[DATA LISTING]:
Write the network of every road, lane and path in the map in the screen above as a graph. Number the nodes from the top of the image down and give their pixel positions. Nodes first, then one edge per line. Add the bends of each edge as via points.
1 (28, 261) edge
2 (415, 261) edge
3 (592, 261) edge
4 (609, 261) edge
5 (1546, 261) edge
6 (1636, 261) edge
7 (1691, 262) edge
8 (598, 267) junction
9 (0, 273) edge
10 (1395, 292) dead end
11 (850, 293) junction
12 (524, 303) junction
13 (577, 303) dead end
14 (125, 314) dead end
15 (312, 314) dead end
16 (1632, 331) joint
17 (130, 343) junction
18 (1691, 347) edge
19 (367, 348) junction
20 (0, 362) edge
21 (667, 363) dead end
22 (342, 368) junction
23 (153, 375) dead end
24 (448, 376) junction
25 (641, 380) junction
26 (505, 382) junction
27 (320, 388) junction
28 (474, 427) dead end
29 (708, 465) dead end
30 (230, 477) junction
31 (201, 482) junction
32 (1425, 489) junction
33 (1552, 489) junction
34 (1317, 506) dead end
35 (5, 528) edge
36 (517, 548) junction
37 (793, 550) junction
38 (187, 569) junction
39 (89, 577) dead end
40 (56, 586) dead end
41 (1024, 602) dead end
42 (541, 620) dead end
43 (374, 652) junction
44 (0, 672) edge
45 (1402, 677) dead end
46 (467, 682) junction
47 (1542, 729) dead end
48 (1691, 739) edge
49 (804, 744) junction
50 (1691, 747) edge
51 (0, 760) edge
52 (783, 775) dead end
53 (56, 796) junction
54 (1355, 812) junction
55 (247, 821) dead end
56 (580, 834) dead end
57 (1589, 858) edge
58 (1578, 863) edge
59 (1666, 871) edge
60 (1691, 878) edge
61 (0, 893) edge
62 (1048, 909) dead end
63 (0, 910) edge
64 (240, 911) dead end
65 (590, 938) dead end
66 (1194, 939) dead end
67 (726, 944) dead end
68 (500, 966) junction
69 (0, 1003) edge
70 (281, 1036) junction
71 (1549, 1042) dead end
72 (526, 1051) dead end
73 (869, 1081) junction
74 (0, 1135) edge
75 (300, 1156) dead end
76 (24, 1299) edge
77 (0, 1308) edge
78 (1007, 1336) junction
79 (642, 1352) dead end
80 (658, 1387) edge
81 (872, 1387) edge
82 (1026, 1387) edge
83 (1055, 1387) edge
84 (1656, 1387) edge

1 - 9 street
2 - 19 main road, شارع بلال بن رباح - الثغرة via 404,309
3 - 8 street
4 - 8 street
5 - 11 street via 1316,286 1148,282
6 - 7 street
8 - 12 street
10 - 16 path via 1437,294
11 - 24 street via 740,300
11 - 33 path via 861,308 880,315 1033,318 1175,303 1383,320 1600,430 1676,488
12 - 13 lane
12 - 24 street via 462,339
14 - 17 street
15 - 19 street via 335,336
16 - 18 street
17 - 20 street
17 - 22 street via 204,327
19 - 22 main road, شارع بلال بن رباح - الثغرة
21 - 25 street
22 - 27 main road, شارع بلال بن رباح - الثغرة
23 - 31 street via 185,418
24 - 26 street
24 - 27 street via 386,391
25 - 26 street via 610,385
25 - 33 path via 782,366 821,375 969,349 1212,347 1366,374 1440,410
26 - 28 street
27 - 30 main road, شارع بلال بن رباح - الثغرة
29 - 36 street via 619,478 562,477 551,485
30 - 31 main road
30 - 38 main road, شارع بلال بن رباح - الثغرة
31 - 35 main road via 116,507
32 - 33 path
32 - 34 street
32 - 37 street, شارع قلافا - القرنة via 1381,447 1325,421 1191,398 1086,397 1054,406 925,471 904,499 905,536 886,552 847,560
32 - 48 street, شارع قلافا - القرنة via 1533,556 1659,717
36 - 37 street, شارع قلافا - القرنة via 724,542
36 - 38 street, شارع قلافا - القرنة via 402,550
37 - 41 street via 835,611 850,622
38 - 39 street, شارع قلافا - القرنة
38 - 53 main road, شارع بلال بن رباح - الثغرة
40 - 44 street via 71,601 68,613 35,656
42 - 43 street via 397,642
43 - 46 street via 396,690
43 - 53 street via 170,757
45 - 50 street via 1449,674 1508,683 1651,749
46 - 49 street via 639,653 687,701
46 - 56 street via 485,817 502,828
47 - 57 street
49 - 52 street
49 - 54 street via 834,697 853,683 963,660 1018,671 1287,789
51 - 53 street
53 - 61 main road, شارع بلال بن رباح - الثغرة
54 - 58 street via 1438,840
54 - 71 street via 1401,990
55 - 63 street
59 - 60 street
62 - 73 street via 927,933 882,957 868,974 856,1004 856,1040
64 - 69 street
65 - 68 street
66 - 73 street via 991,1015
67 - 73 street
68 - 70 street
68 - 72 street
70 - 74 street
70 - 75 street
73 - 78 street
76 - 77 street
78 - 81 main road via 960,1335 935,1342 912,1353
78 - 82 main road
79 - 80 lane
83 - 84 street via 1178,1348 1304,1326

[WHAT IS REQUIRED]: Output the listing above without altering a single character.

[TASK RESULT]:
Write the network of every road, lane and path in the map in the screen above as a graph. Number the nodes from the top of the image down and give their pixel positions. Nodes first, then one edge per line. Add the bends of each edge as via points.
1 (28, 261) edge
2 (415, 261) edge
3 (592, 261) edge
4 (609, 261) edge
5 (1546, 261) edge
6 (1636, 261) edge
7 (1691, 262) edge
8 (598, 267) junction
9 (0, 273) edge
10 (1395, 292) dead end
11 (850, 293) junction
12 (524, 303) junction
13 (577, 303) dead end
14 (125, 314) dead end
15 (312, 314) dead end
16 (1632, 331) joint
17 (130, 343) junction
18 (1691, 347) edge
19 (367, 348) junction
20 (0, 362) edge
21 (667, 363) dead end
22 (342, 368) junction
23 (153, 375) dead end
24 (448, 376) junction
25 (641, 380) junction
26 (505, 382) junction
27 (320, 388) junction
28 (474, 427) dead end
29 (708, 465) dead end
30 (230, 477) junction
31 (201, 482) junction
32 (1425, 489) junction
33 (1552, 489) junction
34 (1317, 506) dead end
35 (5, 528) edge
36 (517, 548) junction
37 (793, 550) junction
38 (187, 569) junction
39 (89, 577) dead end
40 (56, 586) dead end
41 (1024, 602) dead end
42 (541, 620) dead end
43 (374, 652) junction
44 (0, 672) edge
45 (1402, 677) dead end
46 (467, 682) junction
47 (1542, 729) dead end
48 (1691, 739) edge
49 (804, 744) junction
50 (1691, 747) edge
51 (0, 760) edge
52 (783, 775) dead end
53 (56, 796) junction
54 (1355, 812) junction
55 (247, 821) dead end
56 (580, 834) dead end
57 (1589, 858) edge
58 (1578, 863) edge
59 (1666, 871) edge
60 (1691, 878) edge
61 (0, 893) edge
62 (1048, 909) dead end
63 (0, 910) edge
64 (240, 911) dead end
65 (590, 938) dead end
66 (1194, 939) dead end
67 (726, 944) dead end
68 (500, 966) junction
69 (0, 1003) edge
70 (281, 1036) junction
71 (1549, 1042) dead end
72 (526, 1051) dead end
73 (869, 1081) junction
74 (0, 1135) edge
75 (300, 1156) dead end
76 (24, 1299) edge
77 (0, 1308) edge
78 (1007, 1336) junction
79 (642, 1352) dead end
80 (658, 1387) edge
81 (872, 1387) edge
82 (1026, 1387) edge
83 (1055, 1387) edge
84 (1656, 1387) edge

1 - 9 street
2 - 19 main road, شارع بلال بن رباح - الثغرة via 404,309
3 - 8 street
4 - 8 street
5 - 11 street via 1316,286 1148,282
6 - 7 street
8 - 12 street
10 - 16 path via 1437,294
11 - 24 street via 740,300
11 - 33 path via 861,308 880,315 1033,318 1175,303 1383,320 1600,430 1676,488
12 - 13 lane
12 - 24 street via 462,339
14 - 17 street
15 - 19 street via 335,336
16 - 18 street
17 - 20 street
17 - 22 street via 204,327
19 - 22 main road, شارع بلال بن رباح - الثغرة
21 - 25 street
22 - 27 main road, شارع بلال بن رباح - الثغرة
23 - 31 street via 185,418
24 - 26 street
24 - 27 street via 386,391
25 - 26 street via 610,385
25 - 33 path via 782,366 821,375 969,349 1212,347 1366,374 1440,410
26 - 28 street
27 - 30 main road, شارع بلال بن رباح - الثغرة
29 - 36 street via 619,478 562,477 551,485
30 - 31 main road
30 - 38 main road, شارع بلال بن رباح - الثغرة
31 - 35 main road via 116,507
32 - 33 path
32 - 34 street
32 - 37 street, شارع قلافا - القرنة via 1381,447 1325,421 1191,398 1086,397 1054,406 925,471 904,499 905,536 886,552 847,560
32 - 48 street, شارع قلافا - القرنة via 1533,556 1659,717
36 - 37 street, شارع قلافا - القرنة via 724,542
36 - 38 street, شارع قلافا - القرنة via 402,550
37 - 41 street via 835,611 850,622
38 - 39 street, شارع قلافا - القرنة
38 - 53 main road, شارع بلال بن رباح - الثغرة
40 - 44 street via 71,601 68,613 35,656
42 - 43 street via 397,642
43 - 46 street via 396,690
43 - 53 street via 170,757
45 - 50 street via 1449,674 1508,683 1651,749
46 - 49 street via 639,653 687,701
46 - 56 street via 485,817 502,828
47 - 57 street
49 - 52 street
49 - 54 street via 834,697 853,683 963,660 1018,671 1287,789
51 - 53 street
53 - 61 main road, شارع بلال بن رباح - الثغرة
54 - 58 street via 1438,840
54 - 71 street via 1401,990
55 - 63 street
59 - 60 street
62 - 73 street via 927,933 882,957 868,974 856,1004 856,1040
64 - 69 street
65 - 68 street
66 - 73 street via 991,1015
67 - 73 street
68 - 70 street
68 - 72 street
70 - 74 street
70 - 75 street
73 - 78 street
76 - 77 street
78 - 81 main road via 960,1335 935,1342 912,1353
78 - 82 main road
79 - 80 lane
83 - 84 street via 1178,1348 1304,1326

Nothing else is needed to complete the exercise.